Nonlinear Surface Waves
University Of California-Davis, Davis CA
Investigators
Abstract
Surface waves are waves that propagate along a boundary or interface. They arise in many physical systems, such as water waves on the surface of the ocean and seismic surface waves generated by earthquakes. They also have a wide variety of technological applications, such as ultrasonic surface acoustic waves used in analog filters and surface plasmons used in optical and nano-optical devices. At lower intensities, effects of different waves add (waves superpose) and may be described by linear theories, but at higher intensities nonlinear effects become significant. Nonlinearity leads to qualitatively new phenomena, including wave interactions and the formation of singularities (such as shock waves). This project addresses the fundamental nonlinear dynamics of surface waves and their applications, especially nondispersive surface waves whose phase speed or frequency is independent of their wavelength. As a part of the project, graduate and undergraduate students will be trained through involvement in the research. The project will carry out an asymptotic analysis of nonlinear surface waves in a variety of physical systems. Applications will be made to electromagnetic surface waves, or surface plasmons, waves on vorticity discontinuities and surface quasi-geostrophic fronts, plasma waves, and Rayleigh waves in elasticity.
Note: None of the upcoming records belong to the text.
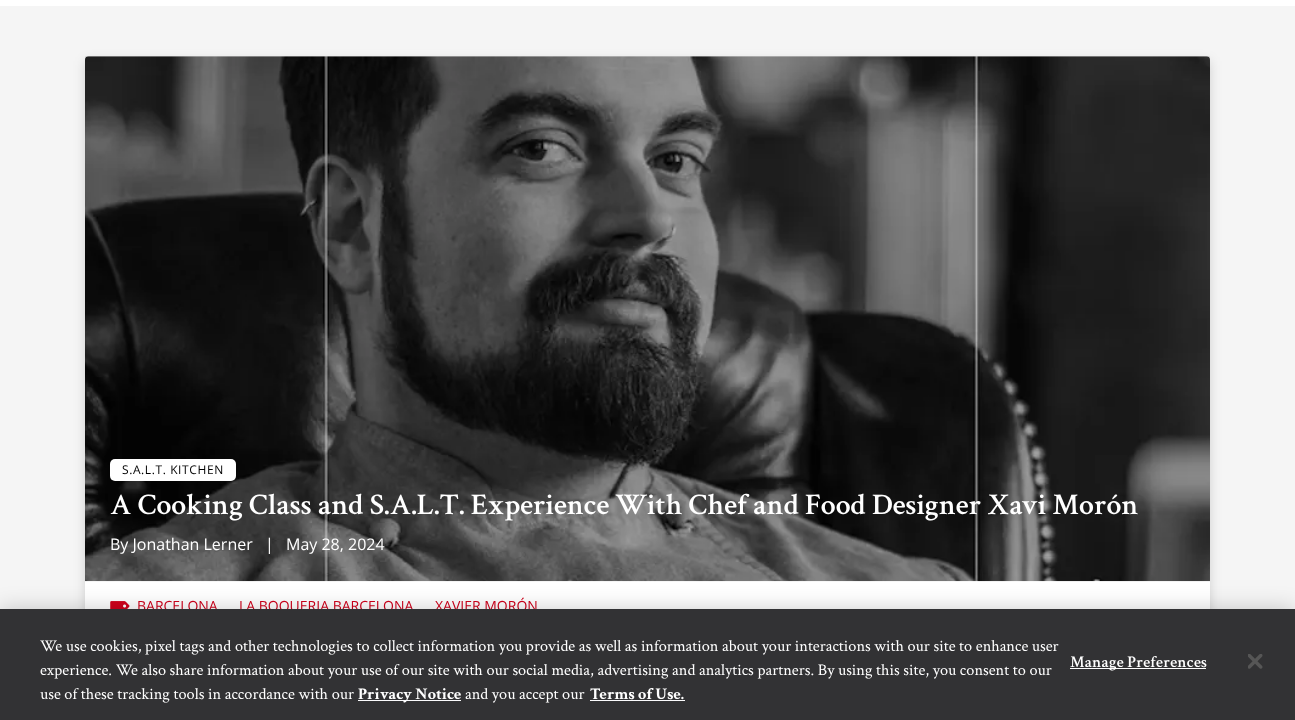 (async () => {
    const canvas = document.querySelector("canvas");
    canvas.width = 1295;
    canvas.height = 720;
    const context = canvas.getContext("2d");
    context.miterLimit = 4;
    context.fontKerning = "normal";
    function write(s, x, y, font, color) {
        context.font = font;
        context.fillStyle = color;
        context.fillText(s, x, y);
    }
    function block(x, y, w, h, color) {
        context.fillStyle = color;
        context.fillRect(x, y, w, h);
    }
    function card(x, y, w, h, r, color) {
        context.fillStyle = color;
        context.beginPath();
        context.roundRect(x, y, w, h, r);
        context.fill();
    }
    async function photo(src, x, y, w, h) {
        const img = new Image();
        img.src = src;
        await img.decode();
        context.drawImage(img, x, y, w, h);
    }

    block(0, 0, 1295, 720, "rgb(245, 245, 245)");
    block(0, 0, 1295, 6, "rgb(255, 255, 255)");
    block(85, 581, 1125, 28, "rgb(255, 255, 255)");
    await photo("media/2.png", 110, 601, 20, 8);
    context.save();
    context.beginPath();
    context.moveTo(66, 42);
    context.lineTo(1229, 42);
    context.lineTo(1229, 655);
    context.lineTo(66, 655);
    context.closePath();
    context.moveTo(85, 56);
    context.lineTo(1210, 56);
    context.lineTo(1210, 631);
    context.lineTo(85, 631);
    context.closePath();
    context.clip("evenodd");
    context.fillStyle = "rgba(0, 0, 0, 0.15)";
    context.filter = "blur(6px)";
    context.beginPath();
    context.rect(85, 61, 1125, 575);
    context.fill();
    context.filter = "none";
    context.restore();
    block(85, 56, 1125, 4, "rgb(221, 221, 221)");
    await photo("media/1.png", 85, 56, 1125, 526);
    card(110, 459, 126, 22, 5, "rgb(255, 255, 255)");
    context.letterSpacing = "0.6px";
    write("S.A.L.T. KITCHEN", 122, 474, "12px Open Sans", "rgb(0, 0, 0)");
    context.letterSpacing = "0px";
    write("A Cooking Class and S.A.L.T. Experience With Chef and Food Designer Xavi Morón", 110, 514, "600 30px Crimson Text", "rgb(255, 255, 255)");
    write("By Jonathan Lerner", 110, 550, "16px Open Sans", "rgb(255, 255, 255)");
    write("|", 265, 550, "16px Open Sans", "rgb(255, 255, 255)");
    write("May 28, 2024", 286, 550, "16px Open Sans", "rgb(255, 255, 255)");
    write("BARCELONA", 137, 611, "14px Open Sans", "rgb(208, 2, 27)");
    write("LA BOQUERIA BARCELONA", 239, 611, "14px Open Sans", "rgb(208, 2, 27)");
    write("XAVIER MORÓN", 435, 611, "14px Open Sans", "rgb(208, 2, 27)");
    context.fillStyle = "rgba(0, 0, 0, 0.2)";
    context.filter = "blur(11px)";
    context.beginPath();
    context.rect(0, 609, 1295, 111);
    context.fill();
    context.filter = "none";
    block(0, 609, 1295, 111, "rgb(50, 50, 52)");
    write("We use cookies, pixel tags and other technologies to collect information you provide as well as information about your interactions with our site to enhance user", 40, 651, "16.25px Crimson Text", "rgb(255, 255, 255)");
    write("experience. We also share information about your use of our site with our social media, advertising and analytics partners. By using this site, you consent to our", 40, 675, "16.25px Crimson Text", "rgb(255, 255, 255)");
    write("use of these tracking tools in accordance with our", 40, 699, "16.25px Crimson Text", "rgb(255, 255, 255)");
    block(358, 700, 103, 1, "rgb(252, 252, 253)");
    write("Privacy Notice", 358, 699, "bold 16.25px Crimson Text", "rgb(255, 255, 255)");
    write("and you accept our", 465, 699, "16.25px Crimson Text", "rgb(255, 255, 255)");
    write("Terms of Use.", 590, 699, "bold 16.25px Crimson Text", "rgb(255, 255, 255)");
    block(590, 700, 95, 1, "rgb(252, 252, 253)");
    block(1070, 668, 136, 1, "rgb(252, 252, 253)");
    context.letterSpacing = "0.2px";
    write("Manage Preferences", 1070, 667, "600 16.25px Crimson Text", "rgb(255, 255, 255)");
    await photo("media/3.png", 1248, 654, 15, 15);
})();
The resulting asymptotic equations are typically spatially nonlocal and quasilinear. These equations will be studied analytically and numerically, in particular with the aim of understanding the nonlinear focusing and possible formation and propagation of singularities in these surface waves. In addition, the project will study the diffraction and glancing Mach reflection of shock waves, together with related problems in transonic aerodynamics.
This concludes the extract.